Fisher, svelte and lithe and evasive as an untamed swallow, avoided immediate thigh-to-thigh contact with the girl, his heroine, by wriggling to the furthermost end of the bench. He immediately contemplated the knees beneath his sickly faded jeans, purple and taut like choke, and maintained his holy vigil, for fear of dropping the sabre of sobriety, for fear he might serenade this lovely lady with unsubtle thoughts: that she was bewitching, that she was his favourite new person, that she burned the air with angel perfumery. He puzzled over the spidery system of veins and nerves marking the fabric of his Levis, a tapestry of tiny thunderstorms, and then looked up—further reverence would corrupt their relationship. He wanted to be her guy. Yes. He would prove to her his worth.
‘My name’s Kate,’ said Kate, inching closer and exchanging knowing glances with Fisher through the impenetrable and unruly canopy of a platinum blonde fringe. He turned his head, espying the fleeting haunches of a sensual jungle cat through this network of fronds. She blew an updraft plume of oxygen with her scarlet lower lip, red as the minuscule corona of blood in the milk-white of a fingernail, and the tiny gust disrupted the prolonged effect of there existing a heart of sullen darkness enshrouding her eyes; her fringe rose and rearranged itself in the attention provided by that distortion of upward air, and Fisher was decreed the dignity of meeting the blaze of her gaze, two eyes as sharp and green as hemispheres enthralled by the paranormal glow of St. Elmo’s fire. He felt a hand, small and sunny, foisted into his own, and it squeezed the taut flesh clustered about the joints of his knuckles with a fury that suggested nothing alternative to tremulous and triumphant orgasm. ‘My name’s Kate, boy, and I’m fifteen.’
Fisher spun away; here he was, broncobuster and laureate, breaker of hearts and hymens, awash and ensnared in a personal hurricane of idiot confusion, a hack writer come unstuck in time, a dead metaphor man, a gangling monstrosity of twenty-three, composed of the limb and ligament of a daddy longlegs, feeling a single revelation before him, like a proud bison: Fisher was fourteen again.
‘Hey Kate,’ he grinned, tears curling like precious stalactites from the curvature of his quivering eyelashes, ‘I’m Fisher. I’m an old fart who should be wearing a hounds-tooth tracksuit.’
She liked that. She laughed and stars that couldn’t be seen wheeled and somersaulted. Fisher realised he hadn’t released her hand. He did so. Kate surveyed him critically, with a tongue juxtaposed between her butchering smirk. ‘You look like you forgot some colours, boy with the half-name of a fridge. I want to teach you.’
The arsenal of gloom and the inventory of sarcasm buckled open, creaking wide within the apple of his abdomen, and Fisher narrowed his eye, and so too his acceptance. ‘Teach me?’ He blanched minutely beneath the beam of the bleary sun. ‘Kate, see, you don’t understand—’
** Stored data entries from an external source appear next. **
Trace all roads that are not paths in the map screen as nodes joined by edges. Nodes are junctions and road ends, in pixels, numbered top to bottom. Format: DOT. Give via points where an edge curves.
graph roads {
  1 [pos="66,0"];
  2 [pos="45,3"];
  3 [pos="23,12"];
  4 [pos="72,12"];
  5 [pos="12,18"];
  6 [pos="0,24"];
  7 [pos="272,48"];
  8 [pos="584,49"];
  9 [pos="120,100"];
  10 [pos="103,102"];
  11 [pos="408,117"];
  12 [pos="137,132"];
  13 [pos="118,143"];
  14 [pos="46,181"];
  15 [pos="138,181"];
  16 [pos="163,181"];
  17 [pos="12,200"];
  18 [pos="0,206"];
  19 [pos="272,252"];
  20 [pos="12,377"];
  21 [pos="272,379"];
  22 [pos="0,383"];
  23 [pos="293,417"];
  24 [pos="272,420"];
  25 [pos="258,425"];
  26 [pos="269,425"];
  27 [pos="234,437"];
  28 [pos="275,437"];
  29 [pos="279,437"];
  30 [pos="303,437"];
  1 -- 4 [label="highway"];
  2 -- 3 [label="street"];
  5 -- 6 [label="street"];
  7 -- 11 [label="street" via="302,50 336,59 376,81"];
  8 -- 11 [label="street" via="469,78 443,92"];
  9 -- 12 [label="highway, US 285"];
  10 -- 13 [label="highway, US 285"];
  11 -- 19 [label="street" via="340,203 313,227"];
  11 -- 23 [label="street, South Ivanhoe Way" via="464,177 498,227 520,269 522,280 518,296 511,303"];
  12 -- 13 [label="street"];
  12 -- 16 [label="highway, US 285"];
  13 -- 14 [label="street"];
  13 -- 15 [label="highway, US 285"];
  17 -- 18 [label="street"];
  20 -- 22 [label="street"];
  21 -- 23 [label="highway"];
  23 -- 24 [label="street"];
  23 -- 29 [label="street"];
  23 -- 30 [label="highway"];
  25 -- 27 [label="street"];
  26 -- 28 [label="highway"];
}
‘Stop being old like the arsehole in your future mirror, and take one second, one second, boy, to see that you’re dwelling in smoke when there exists so much summer. It’s palpable, yeah? That’s the right word, yeah?’
Fisher felt her hand, smooth as a river stone and without discomfort, slide back into his.
‘I was only going to ask: what do you wish to teach me?’
She stood up, her body a particle explosion of unapologetic originality. ‘This is a wetsuit, boy fish.’ Kate laughed, laughed without a scintilla of reservation at Fisher Price with her arched back, and through her swimmy stare. ‘I can teach you the thing that is called surfing, doofus.’
He found levity, then, this boy with the half-name of a fridge.